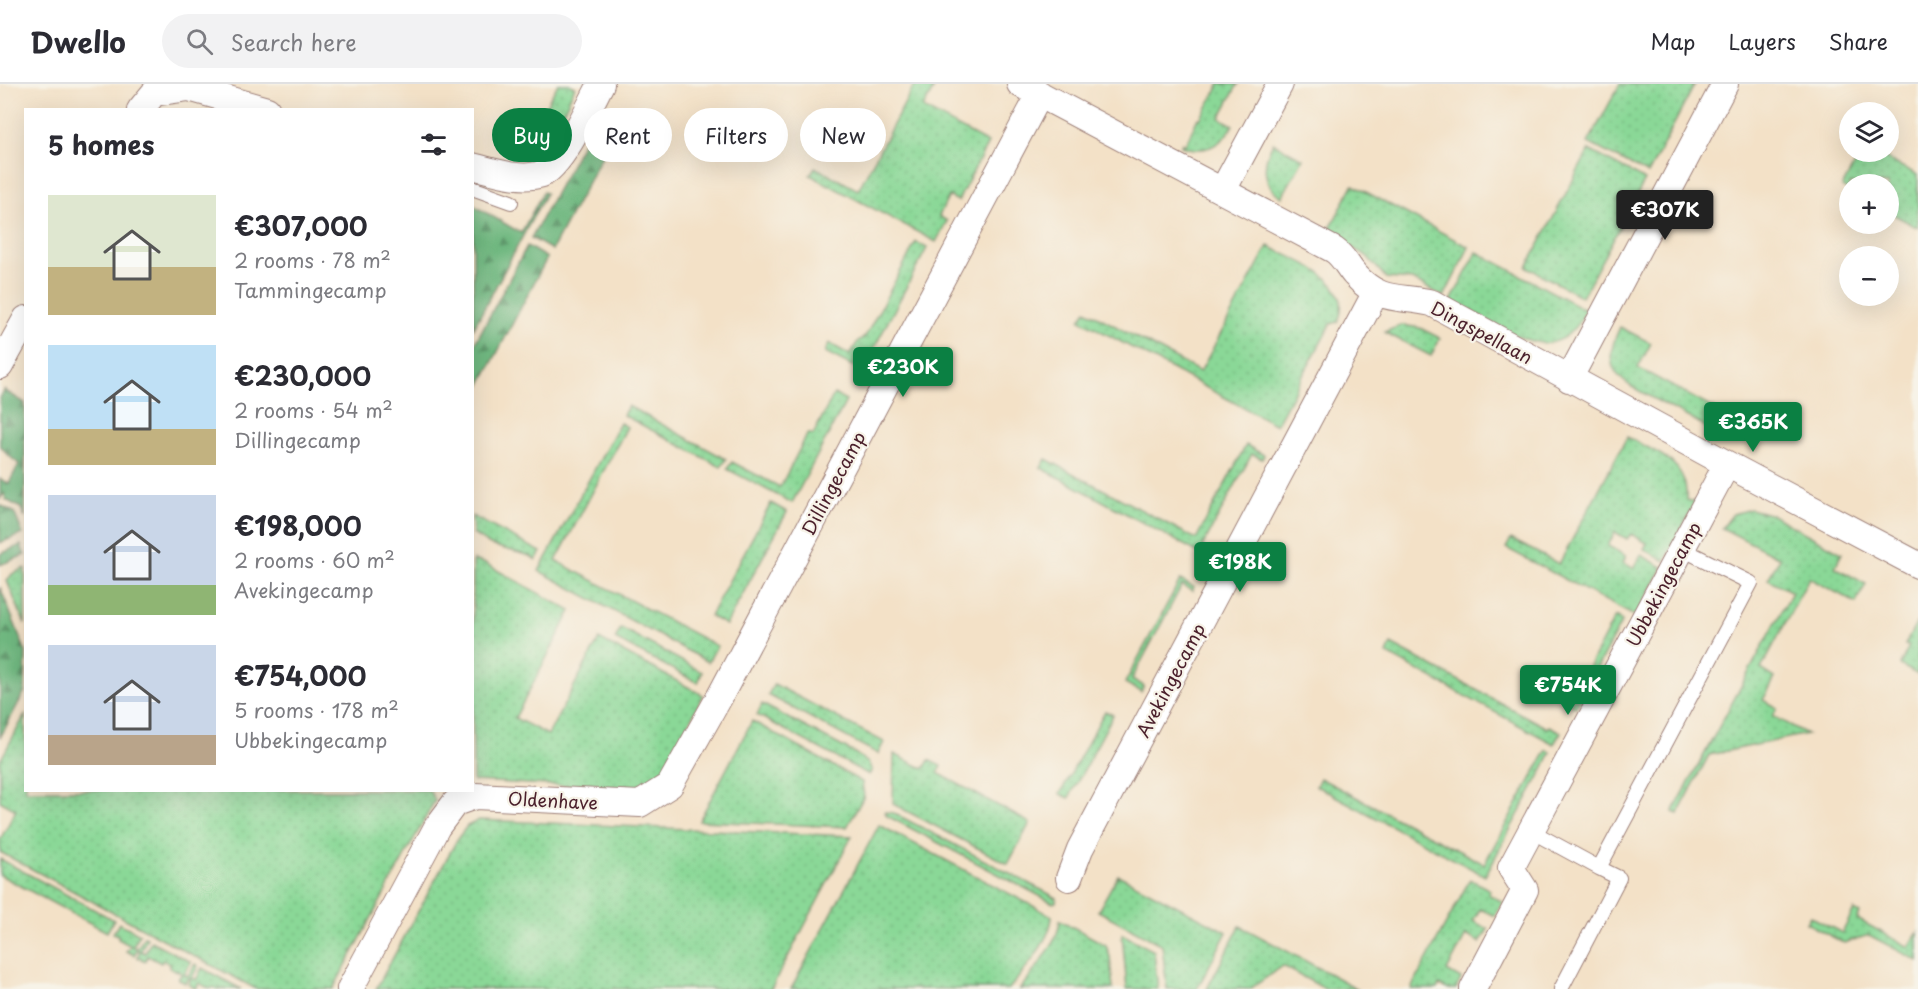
<!DOCTYPE html>
<meta charset="utf-8">
<style>
:root{--surface:#fff;--page:#f2f2f3;--text:#2b2b33;--muted:#7c7c81;--line:#e1e1e2;--accent:#0b8043}
body{margin:0;font-family:"Playpen Sans",sans-serif;background:var(--page);color:var(--text);height:100vh;display:flex;flex-direction:column;font-size:22px;white-space:nowrap}
*{box-sizing:border-box;margin:0}
p{font-size:20px;color:var(--muted)}
.icon{flex:none;width:33px;height:33px;fill:none;stroke:currentColor;stroke-width:2;stroke-linecap:round;stroke-linejoin:round}
.map{position:relative;flex:1;overflow:hidden}
.drawer{position:absolute;left:24px;top:24px;width:450px;height:684px;display:flex;flex-direction:column;background:var(--surface);border-radius:0px;box-shadow:0 6px 24px #0002}
.drawer>*{flex:none}
.guide{position:absolute;left:492px;top:24px;width:570px;height:54px;display:flex;gap:12px}
.fabs{position:absolute;left:1839px;top:18px;display:grid;gap:12px}
.fabs a{display:grid;place-items:center;width:60px;height:60px;border-radius:50%;background:var(--surface);box-shadow:0 6px 24px #0002;font-size:30px}
.price{position:absolute;translate:-50% -51px;padding:0 14px;border-radius:6px;background:var(--accent);color:#fff;font-size:20px;line-height:39px;filter:drop-shadow(0 2px 3px #0008)}
.price::after{content:'';position:absolute;left:50%;top:36px;width:18px;height:14px;margin-left:-9px;background:inherit;clip-path:polygon(0 0,100% 0,50% 100%)}
.price.active{background:#222;color:#fff}
ul{padding:0;list-style:none}
li{display:flex;align-items:center;gap:18px;height:150px;padding:0 24px}
li span{display:grid;place-items:center;flex:none;width:168px;height:120px;border-radius:0px;color:#555}
li>.icon{margin-inline-start:auto}
span .icon{width:72px;height:72px;fill:#fffc;stroke-width:1}
li b{font-size:26px}
h2{display:flex;justify-content:space-between;align-items:center;height:72px;padding:0 24px;font-size:26px}
.pill{padding:0 21px;border-radius:27px;background:var(--surface);box-shadow:0 6px 24px #0002;font-size:21px;line-height:54px}
.pill.active{background:var(--accent);color:#fff}
header{display:flex;align-items:center;gap:36px;box-sizing:border-box;height:84px;padding:0 30px;background:var(--surface);border-bottom:2px solid var(--line)}
header strong{font-size:28px}
nav{display:flex;gap:33px;margin-inline-start:auto;font-size:21px}
.search{width:420px;height:54px;background:var(--page);display:flex;align-items:center;gap:15px;box-sizing:border-box;padding:0 21px;border-radius:33px;color:var(--muted);font-size:22px}
.map>svg:first-child{display:block}
</style>
<header>
<strong>Dwello</strong>
<div class="search"><svg class="icon" aria-label="search" viewBox="0 0 24 24"><circle cx="10" cy="10" r="6"/><path d="M15 15l6 6"/></svg>Search here</div>
<nav><a>Map</a><a>Layers</a><a>Share</a></nav>
</header>
<div class="map">
<svg width="1918" height="905" viewBox="0 0 1918 905">
<defs>
<pattern id="grass-dots" width="8" height="8" patternUnits="userSpaceOnUse" patternTransform="scale(1.5)"><rect width="8" height="8" fill="#8ad897"/><path d="M2 2h.1M6 6h.1" fill="none" stroke="#79b982" stroke-width="1.8" stroke-linecap="round"/></pattern>
<pattern id="forest-firs" width="22" height="20" patternUnits="userSpaceOnUse" patternTransform="scale(1.5)"><rect width="22" height="20" fill="#6fb880"/><path d="M5 1l3.5 6h-7zM16 11l3.5 6h-7z" fill="#5d9569"/></pattern>
</defs>
<rect width="100%" height="100%" fill="#f7f3e8"/>
<filter id="ink" filterUnits="userSpaceOnUse"><feTurbulence type="fractalNoise" baseFrequency=".0167" numOctaves="2"/><feDisplacementMap in="SourceGraphic" scale="12" xChannelSelector="R" yChannelSelector="G"/><feConvolveMatrix kernelMatrix="1 2 1 2 8 2 1 2 1" color-interpolation-filters="sRGB"/></filter>
<filter id="wash" filterUnits="userSpaceOnUse"><feTurbulence type="fractalNoise" baseFrequency=".008" numOctaves="4" result="noise"/><feDisplacementMap in="SourceGraphic" scale="24" xChannelSelector="R" yChannelSelector="G"/><feGaussianBlur stdDeviation="1.35" result="paint"/><feColorMatrix in="noise" values="0 0 0 0 0 0 0 0 0 0 0 0 0 0 0 0 0 1.4 0 .05"/><feComposite in="paint" operator="in"/></filter>
<g filter="url(#wash)">
<rect width="100%" height="100%" fill="#f3e1c7"/>
<path fill="url(#grass-dots)" stroke="#6a7c61" stroke-width="1.5" d="M558,0H569L575,3C565,23 549,70 521,66Z
M915,0H936L923,24L988,59L958,117L949,112L939,132L947,137L936,158L810,91L815,83L858,106Z
M1220,0H1238L1220,34L1233,41C1222,63 1203,70 1181,62L1182,59L1185,61L1198,34L1200,35Z
M1620,0H1695L1648,90L1588,59Z
M1273,59L1303,75L1282,113C1261,100 1262,78 1273,59Z
M1589,66L1645,96L1582,213L1527,183Z
M1861,68H1873L1918,91V144L1889,128L1888,100H1850L1849,107L1842,103Z
M1353,101L1469,163L1444,213L1413,196L1386,194L1367,172L1327,150Z
M916,158L927,164L862,287L825,268L829,259L850,271L858,257L865,253Z
M1268,162C1297,177 1356,195 1338,238L1331,240L1276,341L1080,236L1086,226L1200,288Z
M1477,168L1586,226C1563,270 1540,264 1501,244C1485,235 1468,226 1451,217Z
M1402,241L1420,244L1440,254L1431,272L1384,248Z
M1620,243L1651,259L1638,284L1724,330L1715,348L1632,303C1605,286 1608,268 1620,243Z
M834,310L846,317L792,419L727,385L732,378L780,403L808,349L813,351Z
M628,322L726,375L721,383L623,331Z
M620,339L627,343L556,477L717,562L708,578L539,487Z
M1627,353C1655,368 1689,377 1686,416L1695,418L1665,477L1644,465L1647,459L1631,450L1627,455L1615,448L1608,462L1626,472L1623,479L1633,484L1641,471L1663,483L1636,533L1506,464L1511,455L1559,480Z
M1246,361L1264,371L1262,375L1252,370L1202,463L1215,470L1212,476L1041,384L1046,375L1196,455Z
M771,419L787,428L726,541L710,532Z
M1750,425L1770,430L1842,469L1835,483L1866,500L1856,519L1809,494L1761,585L1775,594L1763,616L1777,624L1773,632L1807,650L1709,671L1678,730L1673,728L1792,508L1768,495L1780,474L1722,444L1733,430Z
M472,432L541,468L536,476L530,472L490,461L473,450Z
M473,476L486,480L571,527L515,634L548,651L599,555L703,611C693,630 668,686 653,697C645,703 635,704 626,705L473,697Z
M25,484V540L7,497L12,490Z
M1180,496L1194,503L1192,507L1182,501L1132,595L1144,602L1141,608L1125,599Z
M1615,533L1622,537L1576,623L1569,620Z
M1917,538H1918V591L1900,581L1909,562L1905,561Z
M621,544L702,588L698,599L615,555Z
M1391,560L1547,644L1549,642L1561,648L1554,660L1387,570Z
M774,600L884,658L878,670L768,611Z
M762,620L856,670L868,679L872,686L869,691L757,631Z
M1105,627L1113,631L1069,714L1060,710Z
M25,631L26,706H429L435,716L333,905H256L0,768V756L16,726L0,717V677Z
M752,637L862,698L864,712L847,743L699,737Z
M1547,666L1551,668L1543,685L1485,792L1316,702L1320,694L1484,780Z
M894,670L924,685L929,676L941,682L938,689L1030,739L1008,780L893,720Z
M885,728L894,729L1057,814L1056,818L1053,819L887,732Z
M479,736L852,752L771,905H376L458,754L467,742Z
M879,741L1052,832C1051,856 1024,887 1009,905H791Z
M0,775L114,836L107,848L0,791Z
M1118,791L1227,848L1197,905H1167L1162,861L1098,827Z
M1470,795L1490,806L1488,810L1503,818L1495,832L1480,825L1473,837L1488,845L1480,859L1466,851L1447,887L1461,895L1456,905H1447L1439,901L1437,905H1411Z
M1854,826L1860,829L1857,835L1909,863L1918,848V877L1869,851L1844,859L1806,839L1810,832L1842,849Z
M1060,836L1106,861L1110,873L1113,905H1020C1034,887 1059,858 1060,836Z
M119,839L140,850L133,862L137,865L144,853L147,854L141,867L145,869L151,857L191,878L184,890L188,892L195,880L198,882L192,894L196,896L202,884L241,905H217L214,903L210,905L199,899L196,905L188,900L191,895L189,894L185,899L178,895L182,889L169,883L170,880L163,876L161,879L148,872L145,877L137,873L140,867L137,866L134,871L126,867L131,862L118,855L119,852L113,849Z
M1240,842L1358,905H1325L1283,882L1250,905H1207Z
M1122,850L1154,867L1158,905H1127Z"/>
<path fill="url(#forest-firs)" stroke="#5c6c56" stroke-width="1.5" d="M600,27L620,38L552,166L531,154Z
M543,108L546,109L473,245V121L521,149Z
M527,162L547,174L473,315V263Z
M4,306L25,319V434L21,424L6,416L4,409L0,415V395L9,399L19,380L8,371L0,361V315Z
M0,421L14,428L23,450L0,459Z
M21,461L25,471L0,481V470Z
M0,503L26,568L25,607L0,654Z"/>
</g>
<g filter="url(#ink)">
<g fill="none" stroke-linecap="round" stroke-linejoin="round">
<defs>
<path id="service" d="M472,104L511,118
M1531,747L1599,784
M1561,905L1619,794L1599,784L1751,499L1682,465"/>
<path id="minor" d="M1020,0L1334,166C1344,173 1347,182 1355,191C1382,220 1399,211 1432,219L1727,380L1918,481
M140,26L154,9L189,4L267,26
M472,82C494,87 519,97 542,90C561,84 591,19 601,0
M1223,106L1280,0
M0,282L26,235
M1569,295L1725,0
M1069,794L1080,765L1376,208
M350,905L437,743L455,719L475,712L640,720L670,701L719,614L1040,10
M1473,905L1525,806L1511,784L1727,380"/>
</defs>
<use href="#service" stroke="#9e8079" stroke-width="16"/>
<use href="#minor" stroke="#9e8079" stroke-width="28"/>
<use href="#service" stroke="#fff" stroke-width="14"/>
<use href="#minor" stroke="#fff" stroke-width="26"/>
</g>
</g>
<g text-anchor="middle" dominant-baseline="central" stroke-width="4.5" stroke-linejoin="round" paint-order="stroke">
<g font-size="18" fill="#4a1f2b" stroke="#f7f3e8">
<text transform="translate(1482 248) rotate(28)">Dingspellaan</text>
<text transform="translate(833 399) rotate(-62)">Dillingecamp</text>
<text transform="translate(1663 500) rotate(-62)">Ubbekingecamp</text>
<text transform="translate(1170 596) rotate(-62)">Avekingecamp</text>
<text transform="translate(553 716) rotate(3)">Oldenhave</text>
</g>
</g>
</svg>
<div class="fabs">
<a><svg class="icon" aria-label="layers" viewBox="0 0 24 24"><path d="M12 4l9 5-9 5-9-5zM3 14l9 5 9-5"/></svg></a>
<a>+</a>
<a>−</a>
</div>
<b class="price active" style="left:1665px;top:157px">€307K</b>
<b class="price" style="left:903px;top:314px">€230K</b>
<b class="price" style="left:1753px;top:369px">€365K</b>
<b class="price" style="left:1240px;top:509px">€198K</b>
<b class="price" style="left:1568px;top:632px">€754K</b>
<div class="guide">
<a class="pill active">Buy</a>
<a class="pill">Rent</a>
<a class="pill">Filters</a>
<a class="pill">New</a>
</div>
<section class="drawer">
<h2>5 homes<svg class="icon" aria-label="filters" viewBox="0 0 24 24"><path d="M4 7h16M4 17h16"/><circle cx="9" cy="7" r="2"/><circle cx="15" cy="17" r="2"/></svg></h2>
<ul>
<li><span style="background:linear-gradient(#dfe7d0 60%,#c2b280 0)"><svg class="icon" aria-label="home" viewBox="0 0 24 24"><path d="M3 11l9-7 9 7M6 9v11h12V9"/></svg></span><div><b>€307,000</b><p>2 rooms · 78 m²</p><p>Tammingecamp</p></div></li>
<li><span style="background:linear-gradient(#bfe0f5 70%,#c2b280 0)"><svg class="icon" aria-label="home" viewBox="0 0 24 24"><path d="M3 11l9-7 9 7M6 9v11h12V9"/></svg></span><div><b>€230,000</b><p>2 rooms · 54 m²</p><p>Dillingecamp</p></div></li>
<li><span style="background:linear-gradient(#c9d6e8 75%,#8fb573 0)"><svg class="icon" aria-label="home" viewBox="0 0 24 24"><path d="M3 11l9-7 9 7M6 9v11h12V9"/></svg></span><div><b>€198,000</b><p>2 rooms · 60 m²</p><p>Avekingecamp</p></div></li>
<li><span style="background:linear-gradient(#c9d6e8 75%,#b9a48a 0)"><svg class="icon" aria-label="home" viewBox="0 0 24 24"><path d="M3 11l9-7 9 7M6 9v11h12V9"/></svg></span><div><b>€754,000</b><p>5 rooms · 178 m²</p><p>Ubbekingecamp</p></div></li>
</ul>
</section>
</div>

### REQUIRED WORK
Retrieve each line of the data in which the word "font" can be found.

### EXERCISE RESULT
body{margin:0;font-family:"Playpen Sans",sans-serif;background:var(--page);color:var(--text);height:100vh;display:flex;flex-direction:column;font-size:22px;white-space:nowrap}
p{font-size:20px;color:var(--muted)}
.fabs a{display:grid;place-items:center;width:60px;height:60px;border-radius:50%;background:var(--surface);box-shadow:0 6px 24px #0002;font-size:30px}
.price{position:absolute;translate:-50% -51px;padding:0 14px;border-radius:6px;background:var(--accent);color:#fff;font-size:20px;line-height:39px;filter:drop-shadow(0 2px 3px #0008)}
li b{font-size:26px}
h2{display:flex;justify-content:space-between;align-items:center;height:72px;padding:0 24px;font-size:26px}
.pill{padding:0 21px;border-radius:27px;background:var(--surface);box-shadow:0 6px 24px #0002;font-size:21px;line-height:54px}
header strong{font-size:28px}
nav{display:flex;gap:33px;margin-inline-start:auto;font-size:21px}
.search{width:420px;height:54px;background:var(--page);display:flex;align-items:center;gap:15px;box-sizing:border-box;padding:0 21px;border-radius:33px;color:var(--muted);font-size:22px}
<g font-size="18" fill="#4a1f2b" stroke="#f7f3e8">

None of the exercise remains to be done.